[WORK ITEM] Pick out the lines below that contain the string "from" and copy them all.
[TASK INPUT — start]
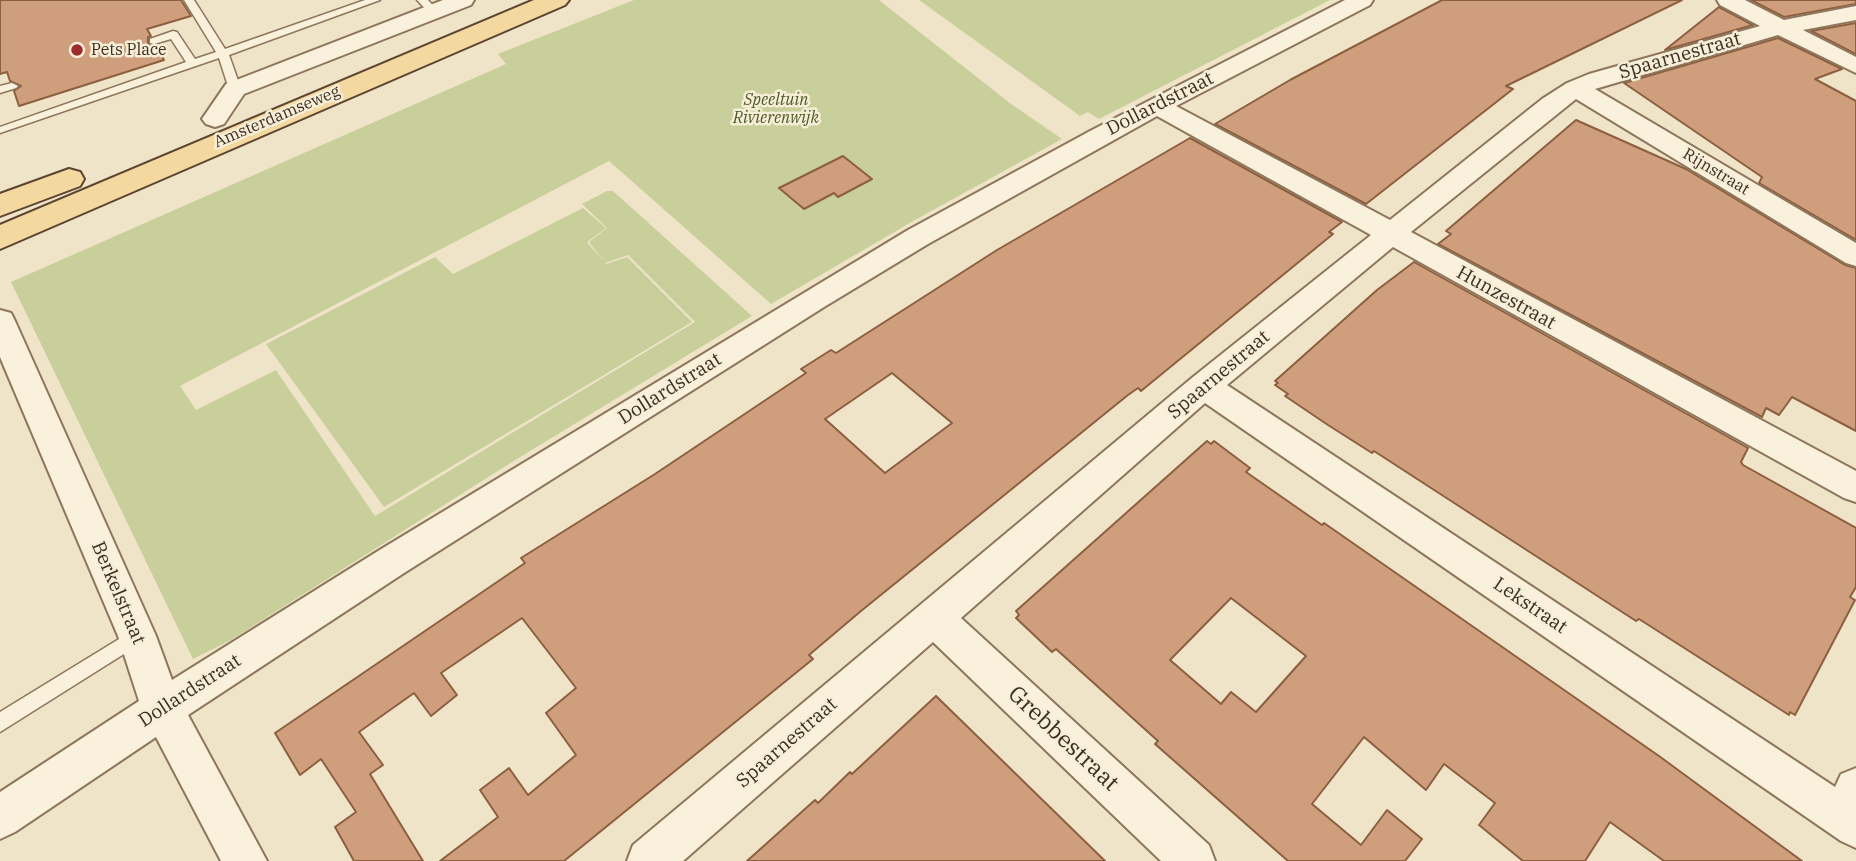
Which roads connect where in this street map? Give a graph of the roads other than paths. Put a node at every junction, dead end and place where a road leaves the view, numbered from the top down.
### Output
1 (189, 0) edge
2 (375, 0) edge
3 (463, 0) edge
4 (505, 0) edge
5 (556, 0) edge
6 (1362, 0) edge
7 (1728, 0) edge
8 (428, 6) edge
9 (1856, 13) edge
10 (1781, 27) junction
11 (154, 41) dead end
12 (223, 54) junction
13 (193, 65) junction
14 (1856, 66) edge
15 (1576, 88) junction
16 (235, 89) junction
17 (1158, 106) junction
18 (215, 119) junction
19 (2, 130) edge
20 (0, 206) edge
21 (1388, 234) junction
22 (0, 238) edge
23 (1856, 256) edge
24 (0, 321) edge
25 (1204, 386) junction
26 (1856, 488) edge
27 (933, 617) junction
28 (137, 636) junction
29 (162, 708) junction
30 (0, 723) edge
31 (1852, 810) edge
32 (0, 817) edge
33 (245, 861) edge
34 (649, 861) edge
35 (1193, 861) edge

1 - 12 lane
2 - 12 lane
3 - 8 street
4 - 18 main road, Amsterdamseweg
5 - 22 main road, Amsterdamseweg
6 - 17 street, Dollardstraat
7 - 10 street
8 - 16 street
9 - 10 street, Spaarnestraat
10 - 14 street
10 - 15 street, Spaarnestraat
11 - 13 lane
12 - 13 lane
12 - 16 lane
13 - 19 lane
15 - 21 street, Spaarnestraat
15 - 23 street, Rijnstraat
16 - 18 street, Amsterdamseweg
17 - 21 street, Hunzestraat
17 - 29 street, Dollardstraat
18 - 20 main road, Amsterdamseweg
21 - 25 street, Spaarnestraat
21 - 26 street, Hunzestraat
24 - 28 street, Berkelstraat
25 - 27 street, Spaarnestraat
25 - 31 street, Lekstraat
27 - 34 street, Spaarnestraat
27 - 35 street, Grebbestraat
28 - 29 street, Berkelstraat
28 - 30 lane
29 - 32 street, Dollardstraat
29 - 33 street, Berkelstraat

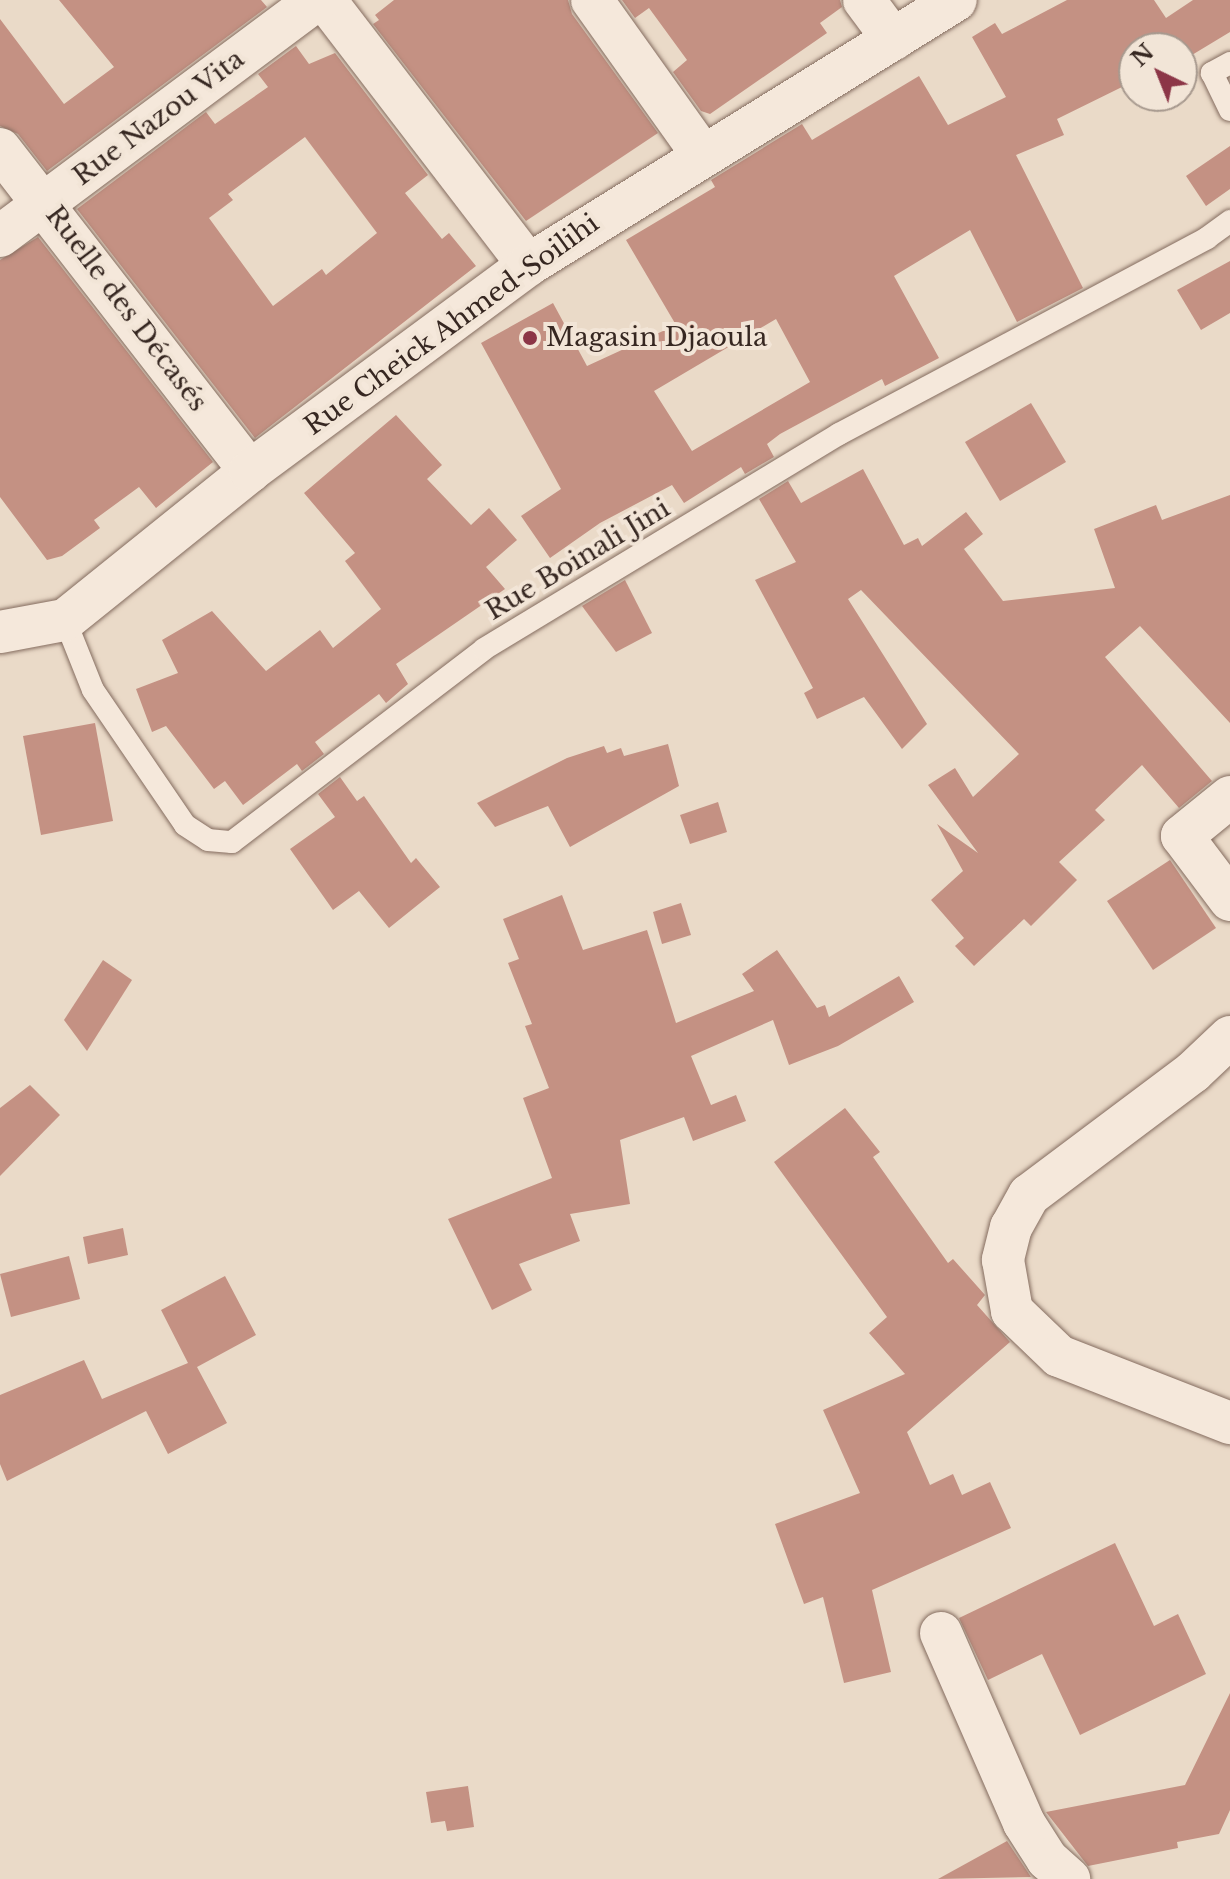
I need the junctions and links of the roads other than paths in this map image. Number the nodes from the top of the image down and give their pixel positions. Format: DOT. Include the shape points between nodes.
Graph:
graph roads {
  1 [pos="317,0"];
  2 [pos="325,0"];
  3 [pos="592,0"];
  4 [pos="864,0"];
  5 [pos="956,0"];
  6 [pos="893,39"];
  7 [pos="1230,63"];
  8 [pos="1230,110"];
  9 [pos="0,149"];
  10 [pos="702,154"];
  11 [pos="46,203"];
  12 [pos="1230,221"];
  13 [pos="0,236"];
  14 [pos="528,265"];
  15 [pos="250,471"];
  16 [pos="65,620"];
  17 [pos="0,632"];
  18 [pos="1230,797"];
  19 [pos="1230,900"];
  20 [pos="1230,1037"];
  21 [pos="1230,1423"];
  22 [pos="941,1633"];
  23 [pos="1069,1879"];
  1 -- 11 [label="street, Rue Nazou Vita"];
  2 -- 14 [label="street"];
  3 -- 10 [label="street"];
  4 -- 6 [label="street"];
  5 -- 6 [label="street, Rue Cheick Ahmed-Soilihi"];
  6 -- 10 [label="street, Rue Cheick Ahmed-Soilihi"];
  7 -- 8 [label="lane" via="1212,73"];
  9 -- 11 [label="street, Ruelle des Décasés"];
  10 -- 14 [label="street, Rue Cheick Ahmed-Soilihi"];
  11 -- 13 [label="street, Rue Nazou Vita"];
  11 -- 15 [label="street, Ruelle des Décasés"];
  12 -- 16 [label="lane, Rue Boinali Jini" via="839,434 484,649 232,842 208,840 185,825 93,690"];
  14 -- 15 [label="street, Rue Cheick Ahmed-Soilihi"];
  15 -- 16 [label="street, Rue Cheick Ahmed-Soilihi"];
  16 -- 17 [label="street, Rue Cheick Ahmed-Soilihi"];
  18 -- 19 [label="street" via="1182,836"];
  20 -- 21 [label="street" via="1193,1072 1029,1195 1011,1227 1003,1260 1012,1311 1059,1356"];
  22 -- 23 [label="street" via="1024,1823 1047,1859"];
}
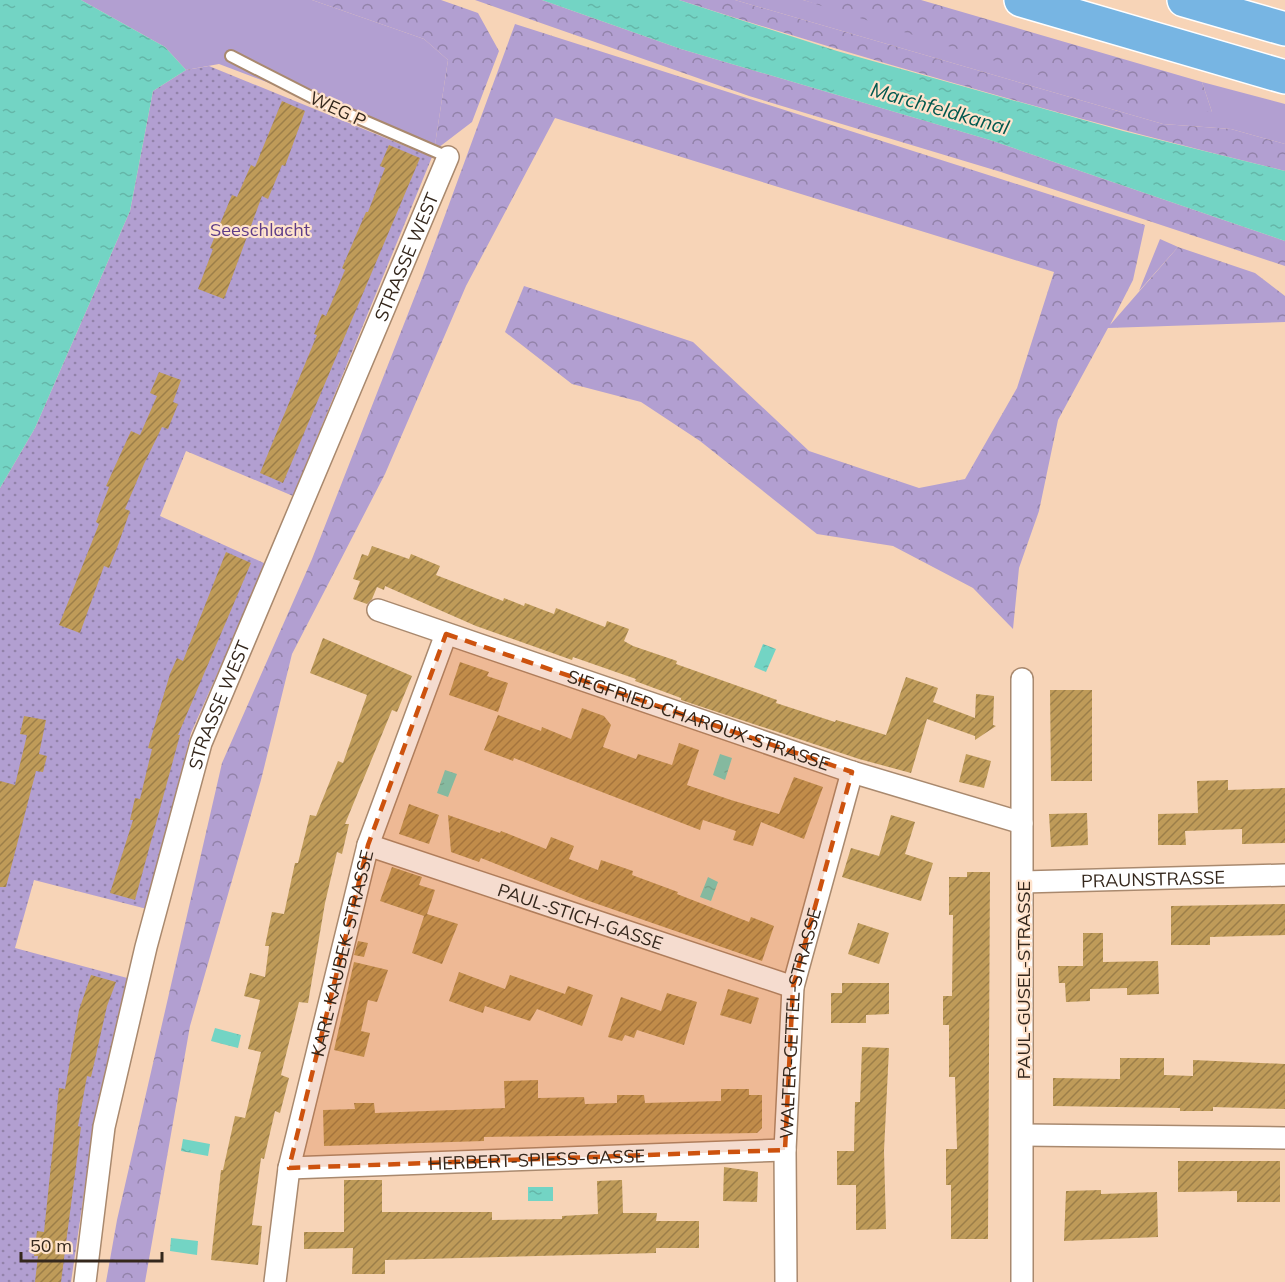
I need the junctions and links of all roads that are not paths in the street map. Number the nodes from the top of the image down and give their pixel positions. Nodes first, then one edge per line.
1 (1021, 0) edge
2 (1184, 0) edge
3 (1285, 29) edge
4 (231, 56) dead end
5 (1285, 77) edge
6 (448, 157) joint
7 (378, 610) dead end
8 (446, 634) junction
9 (1022, 679) dead end
10 (852, 772) junction
11 (1022, 823) junction
12 (368, 845) junction
13 (1285, 875) edge
14 (1023, 882) junction
15 (793, 987) junction
16 (1023, 1135) junction
17 (1285, 1138) edge
18 (785, 1150) junction
19 (289, 1168) junction
20 (85, 1282) edge
21 (275, 1282) edge
22 (786, 1282) edge
23 (1022, 1282) edge

1 - 5 highway
2 - 3 highway
4 - 6 lane, WEG P
6 - 20 street, STRASSE WEST
7 - 8 street, SIEGFRIED-CHAROUX-STRASSE
8 - 10 street, SIEGFRIED-CHAROUX-STRASSE
8 - 12 street, KARL-KAUBEK-STRASSE
9 - 11 street, PAUL-GUSEL-STRASSE
10 - 11 street, SIEGFRIED-CHAROUX-STRASSE
10 - 15 street, WALTER-GETTEL-STRASSE
11 - 14 street, PAUL-GUSEL-STRASSE
12 - 15 street, PAUL-STICH-GASSE
12 - 19 street, KARL-KAUBEK-STRASSE
13 - 14 street, PRAUNSTRASSE
14 - 16 street, PAUL-GUSEL-STRASSE
15 - 18 street, WALTER-GETTEL-STRASSE
16 - 17 street
16 - 23 street, PAUL-GUSEL-STRASSE
18 - 19 street, HERBERT-SPIESS-GASSE
18 - 22 street, WALTER-GETTEL-STRASSE
19 - 21 street, KARL-KAUBEK-STRASSE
[TASK INPUT — finish]
[REPLY TO THE TASK]
Which roads connect where in this street map? Give a graph of the roads other than paths. Put a node at every junction, dead end and place where a road leaves the view, numbered from the top down.
I need the junctions and links of the roads other than paths in this map image. Number the nodes from the top of the image down and give their pixel positions. Format: DOT. Include the shape points between nodes.
I need the junctions and links of all roads that are not paths in the street map. Number the nodes from the top of the image down and give their pixel positions. Nodes first, then one edge per line.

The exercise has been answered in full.